Ich glaube, ich eigne mich nicht sonderlich gut fürs Hospitieren. Erstens finde ich die Arbeit, die hinter einer Lektion versteckt ist, immer wieder beeindruckend und die Begeisterung der Unterrichtenden (meistens) mitreissend und erst noch tausend Dinge zum Nachmachen. Ich vergesse darüber die gezielte Beobachtung immer ein wenig. Und dann lenkt mich einfach das Lernen ab. Ich bin süchtig nach Allgemeinbildung und wenn ich Parboiled Reis in der Migros-Aktion sehe, dann überlege ich nicht, ob dessen Erwerb klug wäre, sondern wie das nun war mit dessen Herstellung.
So erging es mir auch heute.

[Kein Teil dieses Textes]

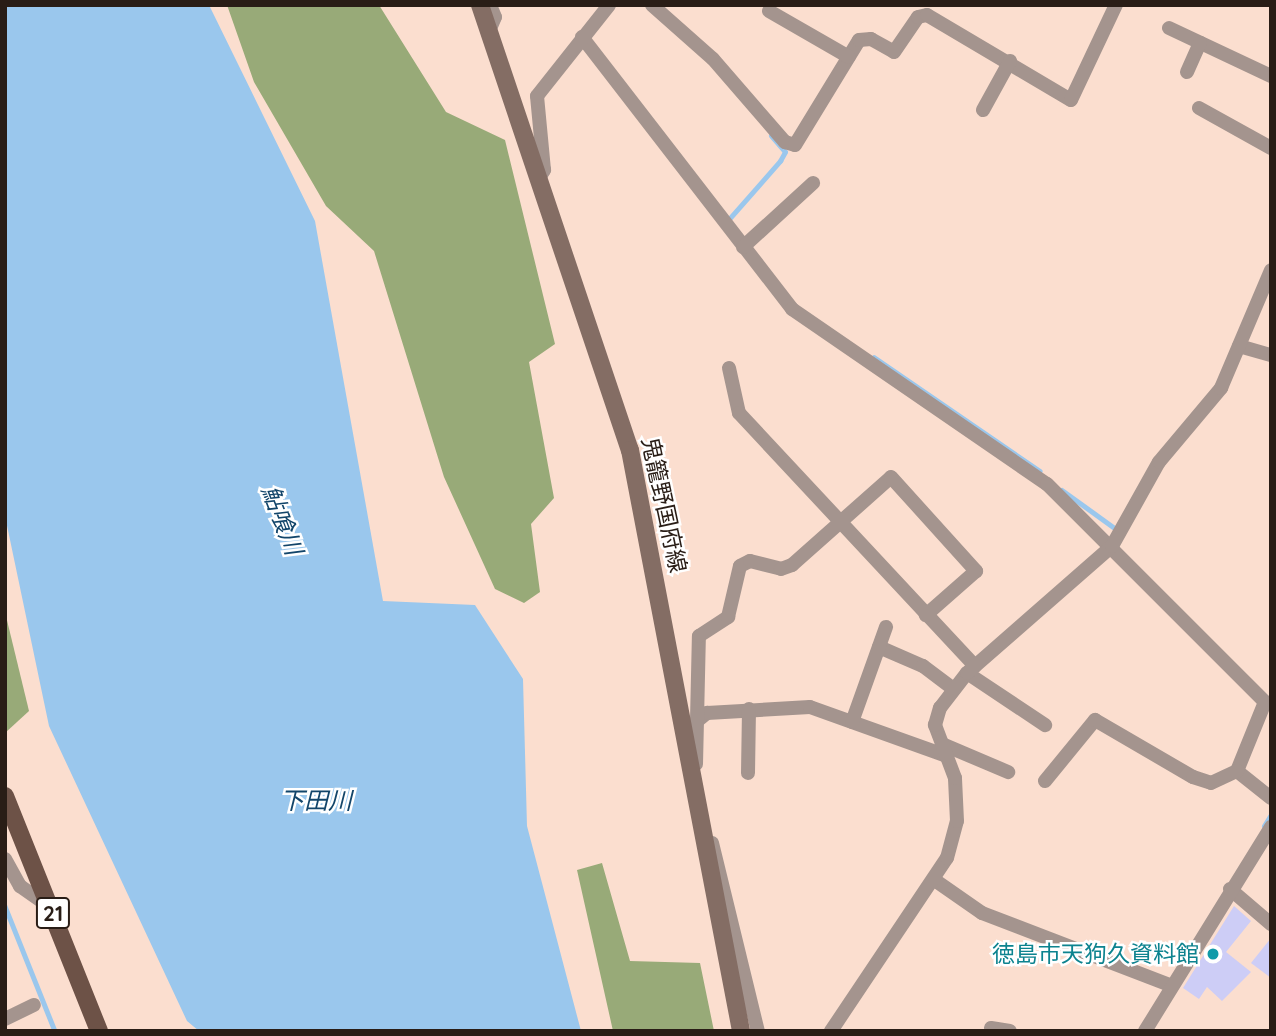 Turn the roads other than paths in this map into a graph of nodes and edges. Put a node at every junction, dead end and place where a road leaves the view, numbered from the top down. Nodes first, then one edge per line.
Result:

Während die Lehrbegleitung den narrativen, den deskriptiven und den argumentativen Stil in Form einer erfundenen Erzählung humorvoll aus dem Ärmel schüttelte, habe ich vor meinem geistigen Auge schon die Neuerscheinungen gestapelt, die darauf passen könnten. Narrativ und deskriptiv ist nicht so schwierig zu finden, aber könnte Markus Werners am Hang ein Beispiel für argumentativ sein? Eben, schnell weit weg mit den Gedanken und nicht auf die Didaktik geachtet. Aber vielleicht ist dies Beweis genug für didaktisches Geschick der Lehrbegleiterin.

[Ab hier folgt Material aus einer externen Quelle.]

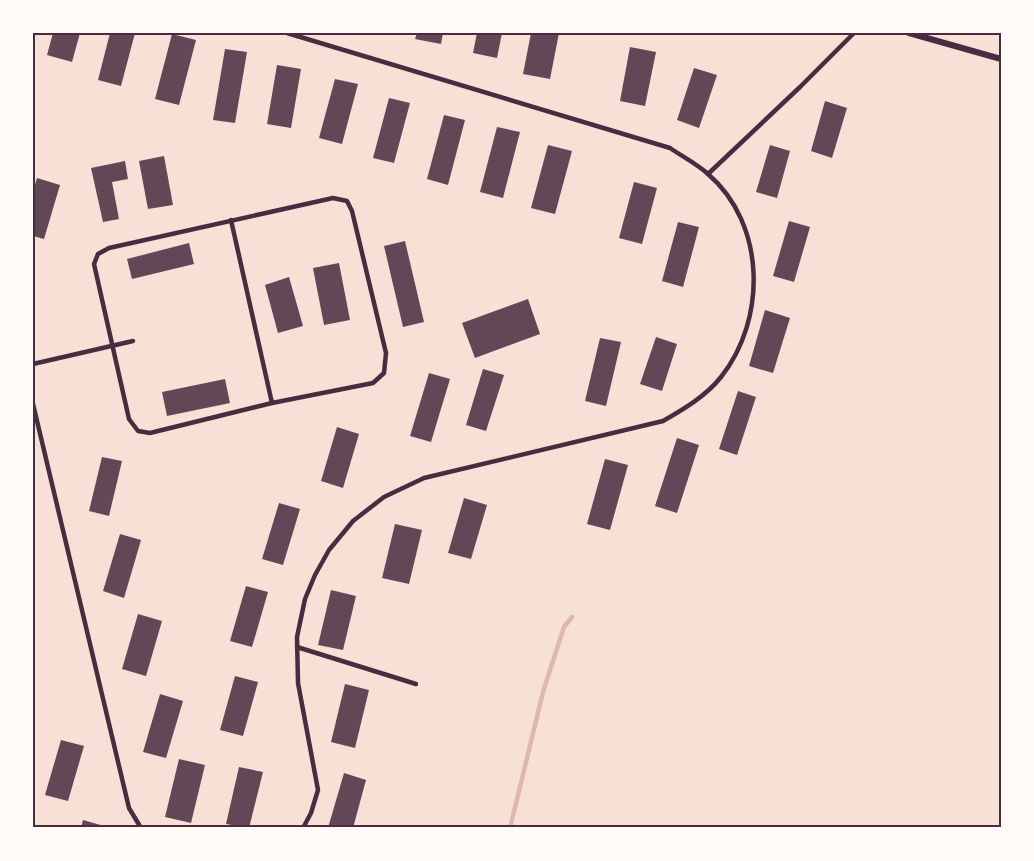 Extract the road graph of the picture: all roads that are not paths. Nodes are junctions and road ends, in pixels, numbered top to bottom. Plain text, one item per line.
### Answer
1 (287, 33) edge
2 (854, 33) edge
3 (909, 33) edge
4 (930, 36) edge
5 (1001, 58) edge
6 (708, 174) junction
7 (231, 220) junction
8 (133, 341) dead end
9 (111, 346) junction
10 (33, 364) edge
11 (33, 404) edge
12 (272, 404) junction
13 (297, 647) junction
14 (416, 684) dead end
15 (141, 828) edge
16 (303, 828) edge

1 - 6 lane
2 - 6 lane
3 - 4 street
4 - 5 street
6 - 13 lane
7 - 9 lane
7 - 12 lane
7 - 12 lane
8 - 9 lane
9 - 10 lane
9 - 12 lane
11 - 15 lane
13 - 14 lane
13 - 16 lane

Umgekehrt war die Lehrbegleiterin mit mir auch zufrieden, sie hat wahrlich nicht an Lob gespart. Und brauchen konnte ich es auch, denn mein Thema „Sammelrevers“ ist nicht besonders einfach zu vermitteln. Aber gleichzeitig, bei aller didaktischen Reduktion, eine nicht wegzudenkende Grundlage. Ich bin am „Sammelrevers“, dem Vertragswerk zur Sicherung der Buchpreisbindung in der Schweiz, schon mit diversen Methoden gescheitert.

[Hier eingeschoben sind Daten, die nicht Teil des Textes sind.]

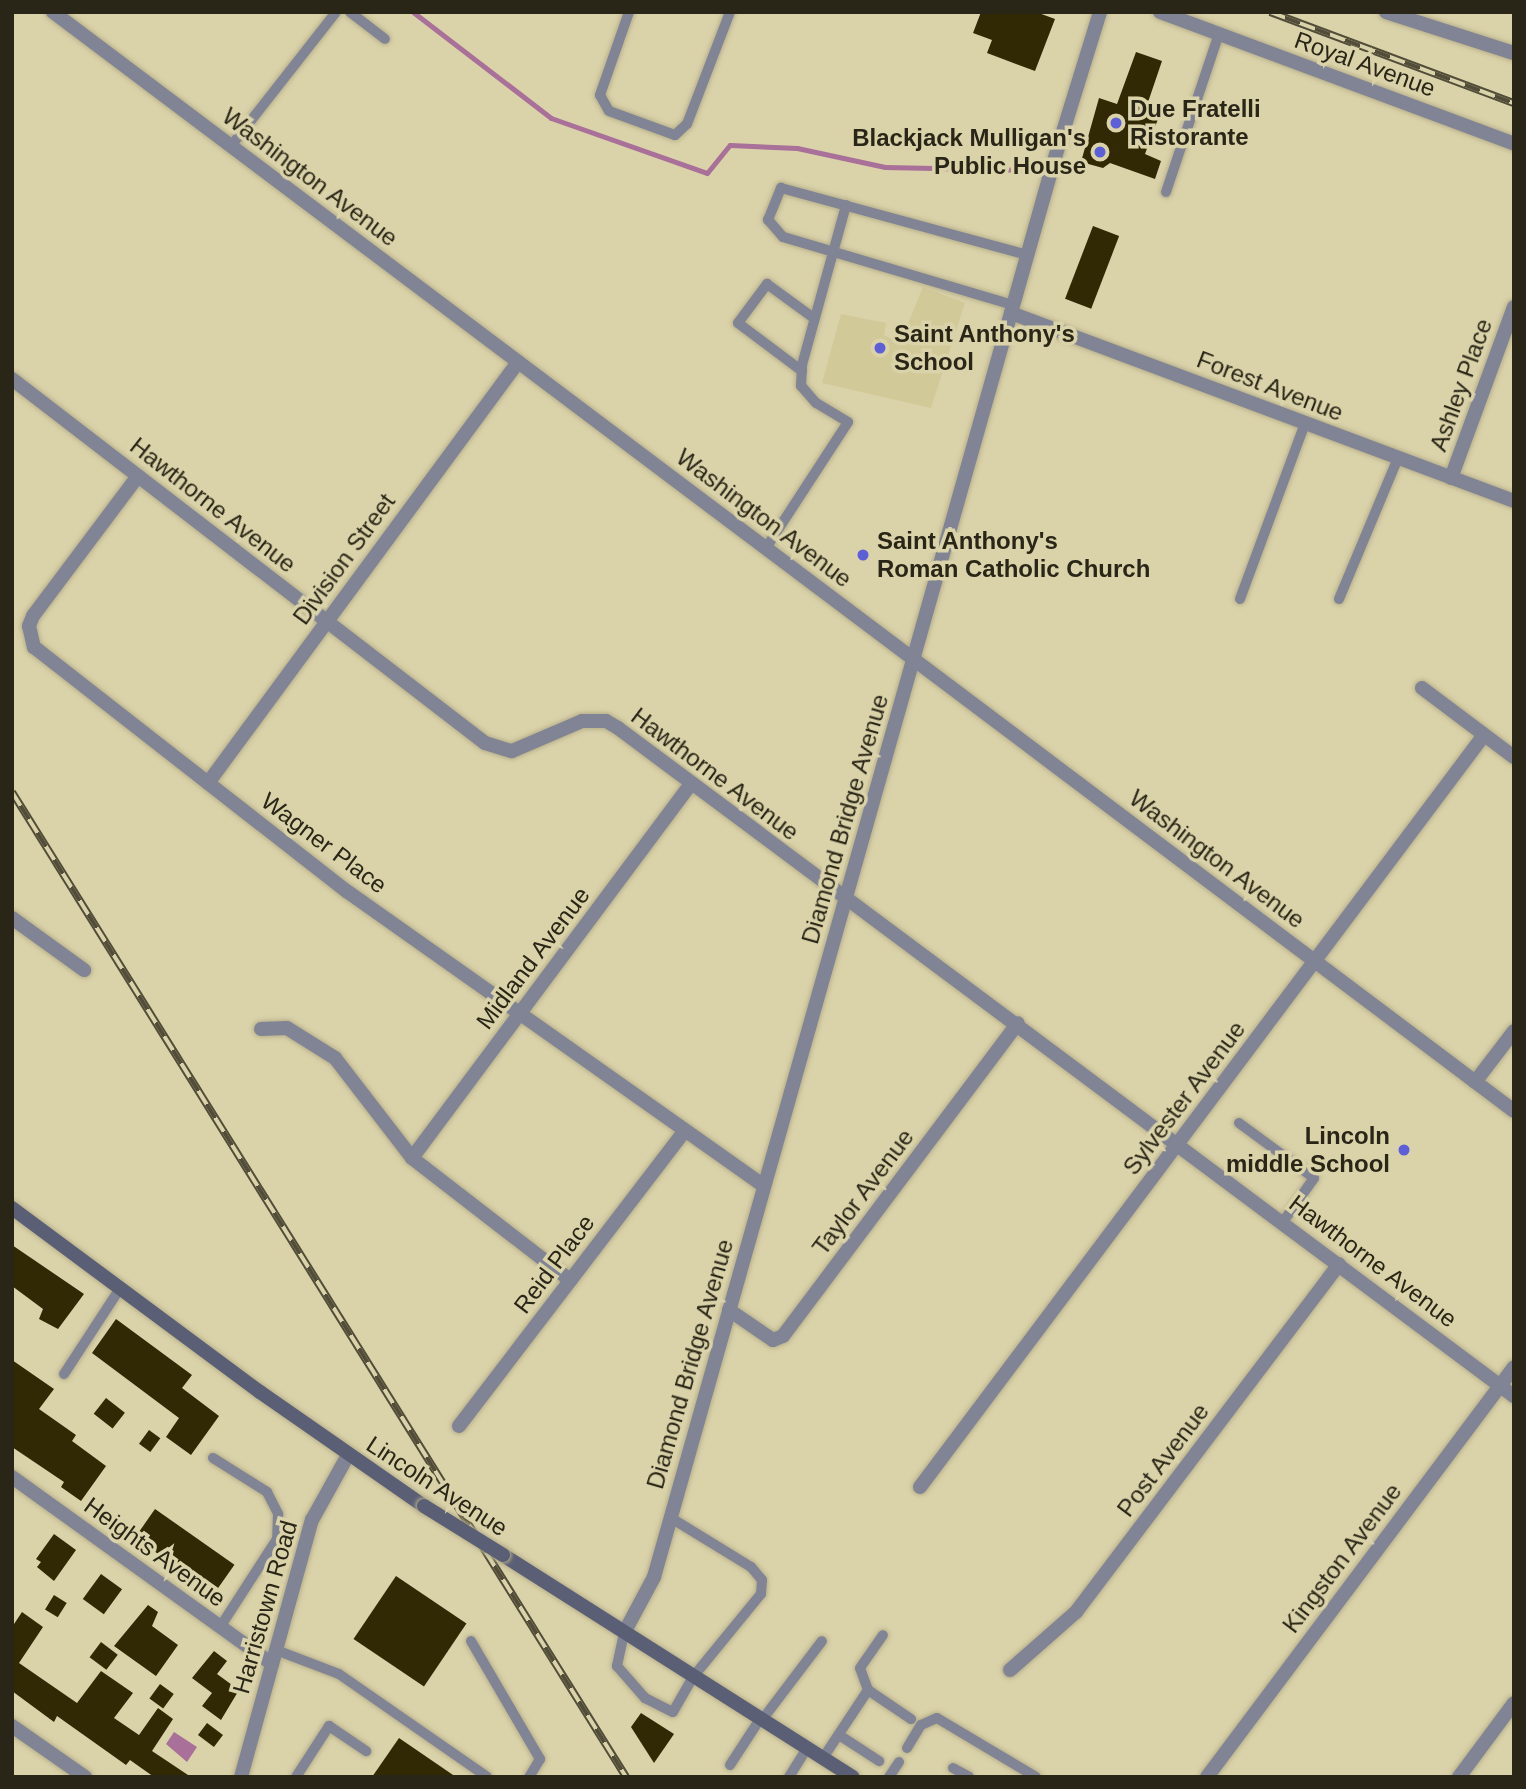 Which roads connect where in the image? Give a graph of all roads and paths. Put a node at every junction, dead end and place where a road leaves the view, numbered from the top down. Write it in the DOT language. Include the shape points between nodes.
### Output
graph roads {
  1 [pos="53,12"];
  2 [pos="336,12"];
  3 [pos="350,12"];
  4 [pos="629,12"];
  5 [pos="730,12"];
  6 [pos="1100,12"];
  7 [pos="1160,12"];
  8 [pos="1390,13"];
  9 [pos="1219,34"];
  10 [pos="385,39"];
  11 [pos="1514,53"];
  12 [pos="1514,144"];
  13 [pos="231,146"];
  14 [pos="1166,192"];
  15 [pos="846,205"];
  16 [pos="834,251"];
  17 [pos="1027,255"];
  18 [pos="1514,307"];
  19 [pos="1012,309"];
  20 [pos="815,319"];
  21 [pos="518,362"];
  22 [pos="802,371"];
  23 [pos="12,379"];
  24 [pos="1305,423"];
  25 [pos="1398,458"];
  26 [pos="138,476"];
  27 [pos="1451,478"];
  28 [pos="1514,501"];
  29 [pos="766,548"];
  30 [pos="1240,599"];
  31 [pos="1339,599"];
  32 [pos="327,621"];
  33 [pos="913,659"];
  34 [pos="1422,688"];
  35 [pos="1485,735"];
  36 [pos="1514,757"];
  37 [pos="208,783"];
  38 [pos="691,784"];
  39 [pos="846,897"];
  40 [pos="12,918"];
  41 [pos="1315,961"];
  42 [pos="84,970"];
  43 [pos="520,1014"];
  44 [pos="1018,1023"];
  45 [pos="261,1029"];
  46 [pos="1514,1031"];
  47 [pos="1475,1082"];
  48 [pos="1514,1111"];
  49 [pos="1239,1123"];
  50 [pos="685,1130"];
  51 [pos="1178,1143"];
  52 [pos="412,1158"];
  53 [pos="764,1186"];
  54 [pos="12,1208"];
  55 [pos="1283,1222"];
  56 [pos="1339,1264"];
  57 [pos="570,1280"];
  58 [pos="121,1287"];
  59 [pos="729,1310"];
  60 [pos="1514,1367"];
  61 [pos="64,1374"];
  62 [pos="1500,1385"];
  63 [pos="1514,1396"];
  64 [pos="459,1426"];
  65 [pos="348,1455"];
  66 [pos="214,1458"];
  67 [pos="12,1478"];
  68 [pos="920,1487"];
  69 [pos="671,1518"];
  70 [pos="220,1627"];
  71 [pos="624,1633"];
  72 [pos="883,1635"];
  73 [pos="471,1641"];
  74 [pos="822,1641"];
  75 [pos="274,1657"];
  76 [pos="1010,1670"];
  77 [pos="693,1676"];
  78 [pos="868,1690"];
  79 [pos="1514,1703"];
  80 [pos="761,1719"];
  81 [pos="911,1719"];
  82 [pos="12,1726"];
  83 [pos="839,1735"];
  84 [pos="807,1748"];
  85 [pos="908,1748"];
  86 [pos="366,1751"];
  87 [pos="823,1758"];
  88 [pos="879,1760"];
  89 [pos="899,1762"];
  90 [pos="730,1765"];
  91 [pos="953,1768"];
  92 [pos="85,1777"];
  93 [pos="242,1777"];
  94 [pos="296,1777"];
  95 [pos="487,1777"];
  96 [pos="529,1777"];
  97 [pos="789,1777"];
  98 [pos="853,1777"];
  99 [pos="889,1777"];
  100 [pos="969,1777"];
  101 [pos="1036,1777"];
  102 [pos="1207,1777"];
  103 [pos="1458,1777"];
  1 -- 13 [label="street, Washington Avenue"];
  2 -- 13 [label="lane"];
  3 -- 10 [label="lane"];
  4 -- 5 [label="lane" via="600,87 603,103 617,115 675,135 687,124"];
  6 -- 17 [label="street, Diamond Bridge Avenue"];
  7 -- 9 [label="street, Royal Avenue"];
  8 -- 11 [label="street"];
  9 -- 12 [label="street, Royal Avenue"];
  9 -- 14 [label="lane"];
  13 -- 21 [label="street, Washington Avenue"];
  15 -- 16 [label="lane"];
  15 -- 16 [label="lane" via="781,188 768,220 783,237"];
  15 -- 17 [label="lane"];
  16 -- 19 [label="lane"];
  16 -- 20 [label="lane"];
  17 -- 19 [label="street, Diamond Bridge Avenue"];
  18 -- 27 [label="street, Ashley Place"];
  19 -- 24 [label="street, Forest Avenue"];
  19 -- 33 [label="street, Diamond Bridge Avenue"];
  20 -- 22 [label="lane"];
  20 -- 22 [label="lane" via="767,284 738,323"];
  21 -- 29 [label="street, Washington Avenue"];
  21 -- 32 [label="street, Division Street"];
  22 -- 29 [label="lane" via="801,386 816,403 848,422"];
  23 -- 26 [label="street, Hawthorne Avenue"];
  24 -- 25 [label="street, Forest Avenue"];
  24 -- 30 [label="lane"];
  25 -- 27 [label="street, Forest Avenue"];
  25 -- 31 [label="lane"];
  26 -- 32 [label="street, Hawthorne Avenue"];
  26 -- 37 [label="street, Wagner Place" via="33,616 29,636 43,657"];
  27 -- 28 [label="street, Forest Avenue"];
  29 -- 33 [label="street, Washington Avenue"];
  32 -- 37 [label="street, Division Street"];
  32 -- 38 [label="street, Hawthorne Avenue" via="485,743 512,751 525,749 582,721 606,721"];
  33 -- 39 [label="street, Diamond Bridge Avenue"];
  33 -- 41 [label="street, Washington Avenue"];
  34 -- 35 [label="street"];
  35 -- 36 [label="street"];
  35 -- 41 [label="street, Sylvester Avenue"];
  37 -- 43 [label="street, Wagner Place" via="348,892"];
  38 -- 39 [label="street, Hawthorne Avenue"];
  38 -- 43 [label="street, Midland Avenue"];
  39 -- 44 [label="street, Hawthorne Avenue"];
  39 -- 53 [label="street, Diamond Bridge Avenue"];
  40 -- 42 [label="street"];
  41 -- 47 [label="street, Washington Avenue"];
  41 -- 51 [label="street, Sylvester Avenue"];
  43 -- 50 [label="street, Wagner Place"];
  43 -- 52 [label="street, Midland Avenue"];
  44 -- 51 [label="street, Hawthorne Avenue"];
  44 -- 59 [label="street, Taylor Avenue" via="783,1336 772,1340"];
  45 -- 52 [label="street" via="287,1028 335,1058"];
  46 -- 47 [label="street"];
  47 -- 48 [label="street, Washington Avenue"];
  49 -- 55 [label="lane" via="1314,1178"];
  50 -- 53 [label="street, Wagner Place"];
  50 -- 57 [label="street, Reid Place"];
  51 -- 55 [label="street, Hawthorne Avenue"];
  51 -- 68 [label="street, Sylvester Avenue"];
  52 -- 57 [label="street"];
  53 -- 59 [label="street, Diamond Bridge Avenue"];
  54 -- 58 [label="main road, Lincoln Avenue"];
  55 -- 56 [label="street, Hawthorne Avenue"];
  56 -- 62 [label="street, Hawthorne Avenue"];
  56 -- 76 [label="street, Post Avenue" via="1076,1612"];
  57 -- 64 [label="street, Reid Place"];
  58 -- 61 [label="lane"];
  58 -- 65 [label="main road, Lincoln Avenue"];
  59 -- 69 [label="street, Diamond Bridge Avenue"];
  60 -- 62 [label="street, Kingston Avenue"];
  62 -- 63 [label="street, Hawthorne Avenue"];
  62 -- 102 [label="street, Kingston Avenue"];
  65 -- 71 [label="main road, Lincoln Avenue, bridge"];
  65 -- 75 [label="street, Harristown Road" via="312,1520"];
  66 -- 70 [label="lane" via="267,1492 278,1514 277,1539"];
  67 -- 70 [label="street, Heights Avenue"];
  69 -- 71 [label="street, Diamond Bridge Avenue" via="648,1592"];
  69 -- 77 [label="lane" via="698,1531 762,1580 757,1602"];
  70 -- 75 [label="street, Heights Avenue"];
  71 -- 77 [label="main road, Lincoln Avenue"];
  71 -- 77 [label="lane" via="617,1666 645,1698 673,1712"];
  72 -- 78 [label="lane" via="860,1668"];
  73 -- 96 [label="lane" via="540,1759"];
  74 -- 80 [label="lane"];
  75 -- 93 [label="street, Harristown Road"];
  75 -- 95 [label="lane" via="339,1674"];
  77 -- 80 [label="main road, Lincoln Avenue"];
  78 -- 81 [label="lane"];
  78 -- 83 [label="lane"];
  79 -- 103 [label="street"];
  80 -- 84 [label="main road, Lincoln Avenue"];
  80 -- 90 [label="lane"];
  82 -- 92 [label="street"];
  83 -- 87 [label="lane"];
  83 -- 88 [label="lane"];
  84 -- 87 [label="main road, Lincoln Avenue"];
  84 -- 97 [label="lane"];
  85 -- 101 [label="lane" via="921,1725 937,1718"];
  86 -- 94 [label="lane" via="329,1726"];
  87 -- 98 [label="main road, Lincoln Avenue"];
  89 -- 99 [label="lane"];
  91 -- 100 [label="lane"];
}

Und einen Verbesserungsvorschlag hatte die Lehrbegleiterin auch: Die Leute im 1. Lehrjahr mehr mit Namen ansprechen. Werde ich machen. Mein Problem ist, dass ich Namen, Buchhandlung und Ausbildungsbetrieb gleichzeitig lerne, denn für die Nähe und Bedeutsamkeit meines Unterrichts ist es wichtig, schnell alle drei zu wissen. Aber den Lernablauf kriege ich nicht hin, manchmal fällt mir zu den Lernenden einfach ihre Buchhandlung, ihr Lehrort und ihr Sortiment ein, anstatt ihr Name. Aber ich kann schlecht jemanden mit „Luzern“ oder „Chinderbuchparadies“ oder „Allschwyl“ oder „Olymp & Hades“ oder „Medizin, Psychologie, Recht, Geschichte“ anreden.
Mein Hirn soll gefälligst in der richtigen Reihenfolge lernen: 1. Den Namen 2. Den Namen des Ausbildungsbetriebes 3. Den Namen des Chefs 3. Den Lehrort 4. Das Sortiment und die Spezialgebiete 5. Die Namen von Lernenden der gleichen Firma in anderen Klassen.
Ich wiederhole, Hirn, zuerst den Menschennamen merken!